* INSTRUCTIONS FOR THE TASK *
Please read the records below and return each line holding the string "lane".

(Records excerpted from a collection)
========================================================================

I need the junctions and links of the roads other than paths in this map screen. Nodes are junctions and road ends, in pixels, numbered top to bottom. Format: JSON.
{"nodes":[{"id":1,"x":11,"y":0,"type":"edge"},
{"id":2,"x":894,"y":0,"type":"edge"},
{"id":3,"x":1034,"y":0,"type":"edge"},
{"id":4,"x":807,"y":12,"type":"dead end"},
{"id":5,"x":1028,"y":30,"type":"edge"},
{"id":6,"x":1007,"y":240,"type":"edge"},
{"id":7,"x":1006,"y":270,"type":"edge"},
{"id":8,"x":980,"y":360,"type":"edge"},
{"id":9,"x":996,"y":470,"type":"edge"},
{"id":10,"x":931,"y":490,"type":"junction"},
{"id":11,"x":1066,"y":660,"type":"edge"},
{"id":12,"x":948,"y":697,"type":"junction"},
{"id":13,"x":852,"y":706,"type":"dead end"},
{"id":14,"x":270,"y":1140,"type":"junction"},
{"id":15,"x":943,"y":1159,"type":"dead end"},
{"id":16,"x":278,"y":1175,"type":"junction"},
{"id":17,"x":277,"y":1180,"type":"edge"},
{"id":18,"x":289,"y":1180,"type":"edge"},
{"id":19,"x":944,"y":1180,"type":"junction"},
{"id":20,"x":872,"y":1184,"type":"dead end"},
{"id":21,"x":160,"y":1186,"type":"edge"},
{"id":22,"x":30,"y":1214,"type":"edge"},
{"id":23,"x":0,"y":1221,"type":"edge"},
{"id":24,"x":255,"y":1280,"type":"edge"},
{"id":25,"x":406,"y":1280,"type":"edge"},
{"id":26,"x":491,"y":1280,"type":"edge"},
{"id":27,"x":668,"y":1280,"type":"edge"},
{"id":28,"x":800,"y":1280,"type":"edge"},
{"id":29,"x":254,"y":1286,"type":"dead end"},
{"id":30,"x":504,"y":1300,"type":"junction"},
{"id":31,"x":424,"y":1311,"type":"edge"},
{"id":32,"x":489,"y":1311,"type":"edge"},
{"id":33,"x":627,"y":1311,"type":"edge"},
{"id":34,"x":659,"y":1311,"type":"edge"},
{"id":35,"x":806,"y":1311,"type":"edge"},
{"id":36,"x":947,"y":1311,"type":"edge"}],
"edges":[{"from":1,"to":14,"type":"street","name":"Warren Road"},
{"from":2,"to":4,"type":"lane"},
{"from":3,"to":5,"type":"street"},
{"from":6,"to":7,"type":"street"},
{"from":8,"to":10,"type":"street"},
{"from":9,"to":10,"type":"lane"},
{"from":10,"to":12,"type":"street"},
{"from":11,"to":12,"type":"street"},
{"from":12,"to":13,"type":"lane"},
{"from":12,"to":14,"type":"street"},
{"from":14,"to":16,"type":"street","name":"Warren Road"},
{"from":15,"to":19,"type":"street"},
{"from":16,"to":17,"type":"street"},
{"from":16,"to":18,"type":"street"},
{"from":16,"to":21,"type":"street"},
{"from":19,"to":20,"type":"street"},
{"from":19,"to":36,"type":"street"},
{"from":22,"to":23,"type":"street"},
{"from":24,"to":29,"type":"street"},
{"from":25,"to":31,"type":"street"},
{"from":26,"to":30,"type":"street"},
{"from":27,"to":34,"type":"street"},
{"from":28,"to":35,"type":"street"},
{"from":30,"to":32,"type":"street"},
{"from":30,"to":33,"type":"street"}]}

========================================================================

* ANSWER AREA *
{"from":2,"to":4,"type":"lane"},
{"from":9,"to":10,"type":"lane"},
{"from":12,"to":13,"type":"lane"},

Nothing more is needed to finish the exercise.